Michael Skakel is a free man after eleven years in prison for the 1975 murder of a teenage girl with a golf club. Well, that’s how it’s being reported anyhow, though in reality, he’s out on $1.2 million (circa £750,000) bail pending retrial because of inadequate representation, he’s been electronically tagged and he can’t leave the State of Connecticut.
Still, outcomes like this rarely occur in a country where over 2.3 million people are incarcerated. In the US, innocent people languish behind bars for life having had only a flimsy defense, and states are loath to allow retrials, even when new evidence surfaces.
So how did Skakel do it? The man on the Clapham Omnibus (or, here perhaps, the MTA Metro-North commuter train) would give you his theory in a second: money and family connections.
Skakel’s known over here as a Kennedy relative (his aunt married Bobby Kennedy), felt to be a spoiled child of rich parents who thought the law didn’t apply to him. On Tuesday, The New York Times ran a front page piece suggesting that the only reason this retrial is happening is because of the Skakel family’s wealth and influence.
People point to the confusion around the case, and say that from the beginning, the investigation was complicated by the family’s wealth and prestige.
But I think many are missing the real issue here, which is only hinted at in the New York Times piece.
There are serious questions about a man’s guilt. His original lawyer’s defence has been deemed inadequate by a court of law. Surely more scrutiny is always the better option when the rest of someone’s life is on the line. And let’s not forget that this case only came to light because of the persistence of reporters practicing their own kind of scrutiny at Greenwich Time and The Advocate newspapers, who pursued the story from 1975 until its publication in 1991.

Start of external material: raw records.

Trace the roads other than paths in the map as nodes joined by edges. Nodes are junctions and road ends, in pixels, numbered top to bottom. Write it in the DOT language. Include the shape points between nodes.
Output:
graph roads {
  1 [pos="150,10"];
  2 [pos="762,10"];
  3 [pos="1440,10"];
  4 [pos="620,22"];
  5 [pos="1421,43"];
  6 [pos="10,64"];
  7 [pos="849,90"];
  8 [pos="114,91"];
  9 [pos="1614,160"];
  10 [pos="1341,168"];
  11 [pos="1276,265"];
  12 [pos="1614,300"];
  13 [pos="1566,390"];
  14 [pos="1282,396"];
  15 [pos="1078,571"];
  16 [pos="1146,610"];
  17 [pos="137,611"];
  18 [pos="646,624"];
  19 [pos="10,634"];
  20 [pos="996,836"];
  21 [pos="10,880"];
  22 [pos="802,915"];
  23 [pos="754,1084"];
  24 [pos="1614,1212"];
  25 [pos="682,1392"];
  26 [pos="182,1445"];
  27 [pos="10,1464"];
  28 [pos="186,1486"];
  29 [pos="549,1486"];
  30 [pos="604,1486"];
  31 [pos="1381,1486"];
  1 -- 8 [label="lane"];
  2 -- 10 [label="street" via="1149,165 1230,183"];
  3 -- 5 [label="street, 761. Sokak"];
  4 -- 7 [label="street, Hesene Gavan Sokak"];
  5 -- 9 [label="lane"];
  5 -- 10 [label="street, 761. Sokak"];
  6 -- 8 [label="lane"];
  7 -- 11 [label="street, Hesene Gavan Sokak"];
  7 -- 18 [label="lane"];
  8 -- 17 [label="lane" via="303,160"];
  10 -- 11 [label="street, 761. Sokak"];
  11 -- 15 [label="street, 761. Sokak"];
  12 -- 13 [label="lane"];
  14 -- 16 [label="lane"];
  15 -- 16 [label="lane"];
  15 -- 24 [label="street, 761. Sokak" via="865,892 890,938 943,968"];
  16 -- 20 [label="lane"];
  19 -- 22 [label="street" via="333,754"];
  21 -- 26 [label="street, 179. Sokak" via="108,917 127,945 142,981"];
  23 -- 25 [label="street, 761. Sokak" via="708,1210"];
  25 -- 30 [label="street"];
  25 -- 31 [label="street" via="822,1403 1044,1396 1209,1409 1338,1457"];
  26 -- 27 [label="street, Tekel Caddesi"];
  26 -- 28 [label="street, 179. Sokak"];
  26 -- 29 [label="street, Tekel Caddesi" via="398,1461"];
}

If oversight has been an issue, if people are worried there could be something corrupt in Skakel’s being granted a retrial, the best thing to do is to seek to answer all their questions in an open court proceeding. I understand it’ll be hard for the victim’s family, that it’ll be expensive, and that it’s happening in extraordinary circumstances, but it is only in this way that we can hope to see justice best served.
And, most importantly, as the Times reported, there are around 600 habeas corpus petitions filed in Connecticut every year, many by people who are too poor to even hire a lawyer. Inadequate representation is a serious problem in the United States. A RAND Corporation report published in 2011 found that effective public defenders in Philadelphia reduced murder convictions by 19 per cent and reduced life sentences by a whopping 62 per cent.
Skakel’s case, unusual though it is, could provide a new impetus—and a common law framework—to redress wrongs committed by lazy and inept public defenders. This is, lest we forget, a country in which lawyers have been known to sleep during their clients’ cases in trials in which the death sentence is the ultimate penalty.
So, though his family has spent millions of dollars on lawyers and investigators, Skakel could become an unlikely poster-boy for getting retrials based on inadequate representation.
I’m not saying Skakel’s innocent or guilty—I don’t think we’ve had the chance to fully review the evidence. But I am saying that if anyone hopes to see justice, they should welcome the retrial. And in the best case, it could lead the way for increased scrutiny when it’s the man on the street who’s in the dock—or in the clink—and not the nephew of Bobby Kennedy.